§ Work to complete
Copy out all lines of the records in which the word "Roncata" appears.

Dataset entries:

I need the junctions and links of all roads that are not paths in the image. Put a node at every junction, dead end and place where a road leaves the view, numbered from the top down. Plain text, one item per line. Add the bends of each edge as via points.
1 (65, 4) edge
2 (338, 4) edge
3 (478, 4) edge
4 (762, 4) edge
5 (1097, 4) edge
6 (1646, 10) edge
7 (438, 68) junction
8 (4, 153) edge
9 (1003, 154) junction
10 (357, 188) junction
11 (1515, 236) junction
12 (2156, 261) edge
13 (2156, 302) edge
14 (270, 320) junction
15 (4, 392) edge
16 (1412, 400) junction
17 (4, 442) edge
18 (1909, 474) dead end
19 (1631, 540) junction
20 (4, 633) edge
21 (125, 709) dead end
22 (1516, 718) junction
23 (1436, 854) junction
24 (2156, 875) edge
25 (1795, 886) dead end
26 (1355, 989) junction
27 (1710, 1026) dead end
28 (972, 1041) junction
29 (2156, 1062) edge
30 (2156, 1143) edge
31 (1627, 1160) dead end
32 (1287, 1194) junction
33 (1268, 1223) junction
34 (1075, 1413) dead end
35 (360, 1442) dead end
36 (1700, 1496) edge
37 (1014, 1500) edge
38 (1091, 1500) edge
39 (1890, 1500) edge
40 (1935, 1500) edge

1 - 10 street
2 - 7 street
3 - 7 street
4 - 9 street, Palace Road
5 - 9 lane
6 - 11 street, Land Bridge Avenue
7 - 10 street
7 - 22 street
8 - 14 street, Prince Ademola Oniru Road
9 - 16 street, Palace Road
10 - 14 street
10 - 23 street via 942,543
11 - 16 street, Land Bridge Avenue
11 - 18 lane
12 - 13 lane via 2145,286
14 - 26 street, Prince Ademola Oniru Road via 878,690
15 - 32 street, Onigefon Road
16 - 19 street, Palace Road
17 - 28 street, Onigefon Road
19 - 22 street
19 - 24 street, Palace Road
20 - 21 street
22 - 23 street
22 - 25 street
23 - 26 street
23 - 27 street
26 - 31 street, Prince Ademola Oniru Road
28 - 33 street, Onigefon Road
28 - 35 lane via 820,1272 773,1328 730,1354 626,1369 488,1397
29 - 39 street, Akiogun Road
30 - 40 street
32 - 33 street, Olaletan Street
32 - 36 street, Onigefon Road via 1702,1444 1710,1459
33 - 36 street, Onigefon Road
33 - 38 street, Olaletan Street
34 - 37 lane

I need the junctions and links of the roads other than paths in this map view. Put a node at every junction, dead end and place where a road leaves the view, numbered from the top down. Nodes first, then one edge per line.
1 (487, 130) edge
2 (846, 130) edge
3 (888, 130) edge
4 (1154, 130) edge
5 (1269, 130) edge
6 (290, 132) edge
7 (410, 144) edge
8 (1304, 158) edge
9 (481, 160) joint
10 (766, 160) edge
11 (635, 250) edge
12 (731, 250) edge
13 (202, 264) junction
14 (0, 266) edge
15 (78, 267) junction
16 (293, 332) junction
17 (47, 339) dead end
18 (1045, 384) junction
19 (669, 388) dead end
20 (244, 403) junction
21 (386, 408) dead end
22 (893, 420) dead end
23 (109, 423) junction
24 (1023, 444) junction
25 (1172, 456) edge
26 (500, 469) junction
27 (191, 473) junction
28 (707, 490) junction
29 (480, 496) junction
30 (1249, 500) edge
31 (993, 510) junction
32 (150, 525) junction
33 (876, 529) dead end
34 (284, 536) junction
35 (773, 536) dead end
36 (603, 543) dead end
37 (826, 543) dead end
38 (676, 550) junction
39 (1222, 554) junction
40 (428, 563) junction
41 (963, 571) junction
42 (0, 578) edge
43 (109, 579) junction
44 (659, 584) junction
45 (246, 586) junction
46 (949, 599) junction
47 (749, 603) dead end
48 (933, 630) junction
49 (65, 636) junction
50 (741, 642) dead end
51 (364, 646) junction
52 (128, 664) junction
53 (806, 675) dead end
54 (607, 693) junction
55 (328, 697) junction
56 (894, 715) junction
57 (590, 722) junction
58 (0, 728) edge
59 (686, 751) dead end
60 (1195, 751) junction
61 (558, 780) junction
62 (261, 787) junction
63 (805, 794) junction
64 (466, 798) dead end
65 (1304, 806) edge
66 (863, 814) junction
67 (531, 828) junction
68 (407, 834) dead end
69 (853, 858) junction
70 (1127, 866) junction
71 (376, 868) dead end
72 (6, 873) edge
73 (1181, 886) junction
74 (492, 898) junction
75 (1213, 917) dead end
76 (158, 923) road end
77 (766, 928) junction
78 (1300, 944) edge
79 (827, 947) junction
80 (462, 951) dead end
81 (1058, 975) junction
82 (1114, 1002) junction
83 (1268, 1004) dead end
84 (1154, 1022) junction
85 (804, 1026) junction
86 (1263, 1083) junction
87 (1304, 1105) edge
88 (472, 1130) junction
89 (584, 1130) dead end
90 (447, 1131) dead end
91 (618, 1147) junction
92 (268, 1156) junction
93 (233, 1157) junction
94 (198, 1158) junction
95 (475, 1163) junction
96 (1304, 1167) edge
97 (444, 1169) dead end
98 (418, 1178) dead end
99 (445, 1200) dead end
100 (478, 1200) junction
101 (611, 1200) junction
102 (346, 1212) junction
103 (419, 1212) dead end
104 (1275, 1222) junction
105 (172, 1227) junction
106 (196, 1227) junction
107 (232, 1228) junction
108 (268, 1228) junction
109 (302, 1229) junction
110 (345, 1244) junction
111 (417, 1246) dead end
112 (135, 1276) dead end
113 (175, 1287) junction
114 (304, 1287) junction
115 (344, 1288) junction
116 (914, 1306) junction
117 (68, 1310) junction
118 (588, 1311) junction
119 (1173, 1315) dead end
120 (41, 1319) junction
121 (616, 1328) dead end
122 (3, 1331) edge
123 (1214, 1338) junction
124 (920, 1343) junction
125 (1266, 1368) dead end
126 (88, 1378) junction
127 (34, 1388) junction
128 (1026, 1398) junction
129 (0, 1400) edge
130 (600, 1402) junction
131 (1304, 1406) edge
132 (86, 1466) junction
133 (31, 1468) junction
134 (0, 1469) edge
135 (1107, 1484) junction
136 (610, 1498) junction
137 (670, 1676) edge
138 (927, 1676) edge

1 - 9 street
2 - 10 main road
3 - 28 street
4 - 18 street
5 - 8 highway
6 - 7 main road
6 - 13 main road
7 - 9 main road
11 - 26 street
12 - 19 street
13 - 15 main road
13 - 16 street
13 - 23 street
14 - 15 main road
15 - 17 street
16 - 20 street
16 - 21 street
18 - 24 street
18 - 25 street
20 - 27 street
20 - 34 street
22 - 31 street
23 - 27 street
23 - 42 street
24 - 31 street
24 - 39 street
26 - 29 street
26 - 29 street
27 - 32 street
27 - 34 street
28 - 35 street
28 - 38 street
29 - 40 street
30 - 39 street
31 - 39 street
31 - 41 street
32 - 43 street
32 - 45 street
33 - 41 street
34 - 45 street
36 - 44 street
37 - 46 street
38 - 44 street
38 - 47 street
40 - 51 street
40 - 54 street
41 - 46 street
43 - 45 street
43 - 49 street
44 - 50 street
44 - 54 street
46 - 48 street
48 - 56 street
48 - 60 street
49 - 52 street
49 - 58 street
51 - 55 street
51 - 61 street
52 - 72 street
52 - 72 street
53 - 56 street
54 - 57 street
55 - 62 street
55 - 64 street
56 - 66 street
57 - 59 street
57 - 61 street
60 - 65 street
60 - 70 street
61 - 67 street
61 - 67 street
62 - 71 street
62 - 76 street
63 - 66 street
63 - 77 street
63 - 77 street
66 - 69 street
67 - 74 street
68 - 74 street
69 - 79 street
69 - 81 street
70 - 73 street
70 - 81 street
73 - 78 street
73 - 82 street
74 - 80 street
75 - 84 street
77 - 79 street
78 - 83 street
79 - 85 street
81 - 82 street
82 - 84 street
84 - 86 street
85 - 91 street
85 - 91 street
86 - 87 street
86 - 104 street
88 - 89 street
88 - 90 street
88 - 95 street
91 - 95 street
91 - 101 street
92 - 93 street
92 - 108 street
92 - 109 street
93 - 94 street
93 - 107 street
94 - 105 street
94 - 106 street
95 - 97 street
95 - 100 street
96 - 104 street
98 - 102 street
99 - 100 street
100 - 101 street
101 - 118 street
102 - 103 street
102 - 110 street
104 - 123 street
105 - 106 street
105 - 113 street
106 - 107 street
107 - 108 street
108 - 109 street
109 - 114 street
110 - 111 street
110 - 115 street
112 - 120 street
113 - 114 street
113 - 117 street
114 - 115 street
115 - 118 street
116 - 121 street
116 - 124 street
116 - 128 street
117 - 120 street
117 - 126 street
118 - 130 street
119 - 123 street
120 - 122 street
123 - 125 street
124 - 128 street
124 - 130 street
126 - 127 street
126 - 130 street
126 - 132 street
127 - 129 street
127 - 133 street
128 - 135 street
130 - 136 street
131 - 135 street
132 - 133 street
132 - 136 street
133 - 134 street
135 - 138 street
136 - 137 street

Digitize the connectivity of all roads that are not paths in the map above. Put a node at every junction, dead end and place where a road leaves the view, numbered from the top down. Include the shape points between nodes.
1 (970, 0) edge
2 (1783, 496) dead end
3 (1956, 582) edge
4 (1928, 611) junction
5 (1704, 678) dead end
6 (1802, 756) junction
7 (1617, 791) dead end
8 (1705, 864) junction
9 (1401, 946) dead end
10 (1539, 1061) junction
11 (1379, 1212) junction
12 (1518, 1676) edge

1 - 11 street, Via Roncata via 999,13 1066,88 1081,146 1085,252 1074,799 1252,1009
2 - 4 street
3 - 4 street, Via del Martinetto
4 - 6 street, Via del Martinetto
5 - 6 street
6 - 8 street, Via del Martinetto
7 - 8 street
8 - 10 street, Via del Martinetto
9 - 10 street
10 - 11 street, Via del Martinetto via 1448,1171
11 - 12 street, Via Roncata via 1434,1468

§ Solved exercise
1 - 11 street, Via Roncata via 999,13 1066,88 1081,146 1085,252 1074,799 1252,1009
11 - 12 street, Via Roncata via 1434,1468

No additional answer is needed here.